Writing dreams are made of this….
Many of us have had that childhood dream: that of being a writer.
The dream takes different shapes and forms over time. Sometimes we want to be that author sitting at a table in a large book shop in a large city with a queue of fans that stretches out of the door and way down the road, fans waiting patiently to buy a copy of your book and ask you to sign it for them. At others we want to be invited onto the TV or radio to talk about our work, or have our books reviewed in literary journals or in the mainstream press, or online by ‘influencers’. We want to see royalty cheques come into our bank accounts. We want to secretly gloat when we see our books on shop and library shelves, or in a reader’s hands on an aeroplane or train, or on the beach.
And yet, many writers spend their lives juggling through their daily lives to find those pockets of time where they can actually sit and write. Whatever their tools or methodology, all writers need time at their craft.
And we all need space, if not much physical space if you are the pen and notebook kind of writer, then you definitely need head space by which I mean the periods of calm where the clamour of everyday life is cast aside for a while and you can slip into a state of focus or flow, so that what you want to write is actually written.
Today, as I find myself spending more time battling away the responsibilities of daily life than actually writing anything worth reading, despite the fact that I had set aside the day as my “writing day”, I am pondering why it is that so many writers never quite get their work as far as the bookshelves, never quite achieve their dreams, and I think it must be as much about our intentions as it is about opportunity.

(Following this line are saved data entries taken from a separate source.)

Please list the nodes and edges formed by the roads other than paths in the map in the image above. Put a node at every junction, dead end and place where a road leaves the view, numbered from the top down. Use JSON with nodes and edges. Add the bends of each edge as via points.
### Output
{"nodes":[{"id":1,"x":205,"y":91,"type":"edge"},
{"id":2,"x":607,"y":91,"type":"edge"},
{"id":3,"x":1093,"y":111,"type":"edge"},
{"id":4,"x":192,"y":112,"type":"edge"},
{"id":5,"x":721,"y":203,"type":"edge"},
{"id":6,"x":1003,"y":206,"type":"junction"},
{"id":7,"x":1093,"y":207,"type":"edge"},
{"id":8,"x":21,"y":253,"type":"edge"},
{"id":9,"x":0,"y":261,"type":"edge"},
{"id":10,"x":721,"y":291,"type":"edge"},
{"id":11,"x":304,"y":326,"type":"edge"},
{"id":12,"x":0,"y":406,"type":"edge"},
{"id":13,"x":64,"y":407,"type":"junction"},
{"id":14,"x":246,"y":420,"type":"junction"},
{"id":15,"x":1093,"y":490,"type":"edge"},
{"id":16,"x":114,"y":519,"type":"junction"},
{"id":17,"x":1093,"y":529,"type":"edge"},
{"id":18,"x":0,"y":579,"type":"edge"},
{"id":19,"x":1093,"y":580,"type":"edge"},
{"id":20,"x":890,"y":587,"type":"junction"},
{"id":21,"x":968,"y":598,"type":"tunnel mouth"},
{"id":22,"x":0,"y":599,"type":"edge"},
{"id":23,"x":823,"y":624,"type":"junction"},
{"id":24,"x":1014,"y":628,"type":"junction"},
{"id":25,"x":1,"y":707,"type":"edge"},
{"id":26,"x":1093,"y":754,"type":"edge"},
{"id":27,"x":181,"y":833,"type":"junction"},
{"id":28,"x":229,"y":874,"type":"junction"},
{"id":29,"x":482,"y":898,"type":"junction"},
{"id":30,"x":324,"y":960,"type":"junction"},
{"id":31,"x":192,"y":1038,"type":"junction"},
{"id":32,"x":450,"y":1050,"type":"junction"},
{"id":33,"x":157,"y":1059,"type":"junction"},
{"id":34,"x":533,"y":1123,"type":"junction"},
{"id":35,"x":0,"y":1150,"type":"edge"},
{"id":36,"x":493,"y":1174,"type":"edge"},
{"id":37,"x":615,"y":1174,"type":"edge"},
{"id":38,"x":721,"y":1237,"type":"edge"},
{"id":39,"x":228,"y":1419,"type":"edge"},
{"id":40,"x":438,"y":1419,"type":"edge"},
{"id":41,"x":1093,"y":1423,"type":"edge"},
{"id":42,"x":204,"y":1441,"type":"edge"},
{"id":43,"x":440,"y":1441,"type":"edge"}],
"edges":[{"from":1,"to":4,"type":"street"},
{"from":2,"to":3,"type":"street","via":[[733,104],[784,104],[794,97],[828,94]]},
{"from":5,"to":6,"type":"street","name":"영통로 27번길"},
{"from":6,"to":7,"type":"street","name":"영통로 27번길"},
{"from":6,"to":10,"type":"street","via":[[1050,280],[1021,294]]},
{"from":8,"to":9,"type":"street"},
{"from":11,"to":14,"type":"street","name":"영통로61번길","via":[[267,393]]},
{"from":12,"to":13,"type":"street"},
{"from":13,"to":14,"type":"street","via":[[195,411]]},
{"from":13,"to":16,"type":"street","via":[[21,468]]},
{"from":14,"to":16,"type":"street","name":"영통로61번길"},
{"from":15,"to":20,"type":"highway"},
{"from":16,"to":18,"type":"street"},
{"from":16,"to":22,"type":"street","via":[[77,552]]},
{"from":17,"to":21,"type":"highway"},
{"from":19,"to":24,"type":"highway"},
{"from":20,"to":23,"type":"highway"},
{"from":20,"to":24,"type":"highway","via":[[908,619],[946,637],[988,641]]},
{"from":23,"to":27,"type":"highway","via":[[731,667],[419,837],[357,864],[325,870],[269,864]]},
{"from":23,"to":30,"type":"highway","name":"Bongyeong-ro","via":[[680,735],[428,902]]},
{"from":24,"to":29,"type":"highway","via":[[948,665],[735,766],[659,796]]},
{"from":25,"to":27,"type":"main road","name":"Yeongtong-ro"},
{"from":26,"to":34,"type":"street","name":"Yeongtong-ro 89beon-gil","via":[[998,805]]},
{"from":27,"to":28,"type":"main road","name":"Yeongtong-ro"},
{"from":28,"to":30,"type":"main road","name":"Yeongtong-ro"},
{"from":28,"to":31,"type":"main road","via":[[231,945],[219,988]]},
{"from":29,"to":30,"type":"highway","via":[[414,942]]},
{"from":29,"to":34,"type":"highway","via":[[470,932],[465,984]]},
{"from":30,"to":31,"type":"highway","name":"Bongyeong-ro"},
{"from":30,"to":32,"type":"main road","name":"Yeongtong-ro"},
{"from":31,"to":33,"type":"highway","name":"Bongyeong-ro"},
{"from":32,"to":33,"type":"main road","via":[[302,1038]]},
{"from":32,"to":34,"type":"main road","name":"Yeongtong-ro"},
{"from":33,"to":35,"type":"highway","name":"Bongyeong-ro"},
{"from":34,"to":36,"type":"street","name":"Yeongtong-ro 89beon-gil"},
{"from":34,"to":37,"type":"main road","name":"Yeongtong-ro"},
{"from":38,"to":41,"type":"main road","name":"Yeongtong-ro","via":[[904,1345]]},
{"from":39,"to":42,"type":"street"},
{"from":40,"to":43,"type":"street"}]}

It starts with clarity. Being clear about what you want to do and how you want to live is what guides you to making decisions about the direction in which you want to steer your life. Not everyone is clear at aged fourteen or sixteen that they want to be a writer and therefore decide to study journalism or creative writing at university, but once you achieve clarity of purpose, then you tend to find that even seemingly small decisions will move you forward along the path to your goal. It doesn’t matter what age you are, the path to your dream needs clarity of purpose.
The world is full of noise and distractions, but once you are clear on your purpose, you find yourself much more determined to create those boundaries that keep the world out there at a safe distance, while you write on .
Intentionality is a popular word. I always thought it was a bit ‘woo woo hippy trippy’; as a working mother of six trying to squeeze things like ‘sleep’ and ‘decent meals’ and ‘rest’ as well as ‘write a couple of sentences’ into days that seemed too short for the usual twenty-four hours, life sometimes felt like survival between one crisis and the next. Intentionality only got as far as getting the kids to school on time; everything else fell into place by sheer chance, or so it seemed.
But, in the same way that many words get under my skin and demand to be investigated, I’ve prodded and pondered ‘intentionality’. I can see that when you have clear purpose, each action that you take in life is decisive and carries within it a specific, focused intention. That means that there’s a better chance of that intention being achieved, and being achieved well.
Back to my writing day. The phone is being turned off (not on silent mode because even that is distracting). Emails and social media are being switched off. The computer is going off. what I want to do today is a first sketch-out of a story, and I like to do that by hand, with a pen on paper; it’s how my creative brain works best. The purpose is to feel the story, dream it out and let it pour into words. To write, and write well.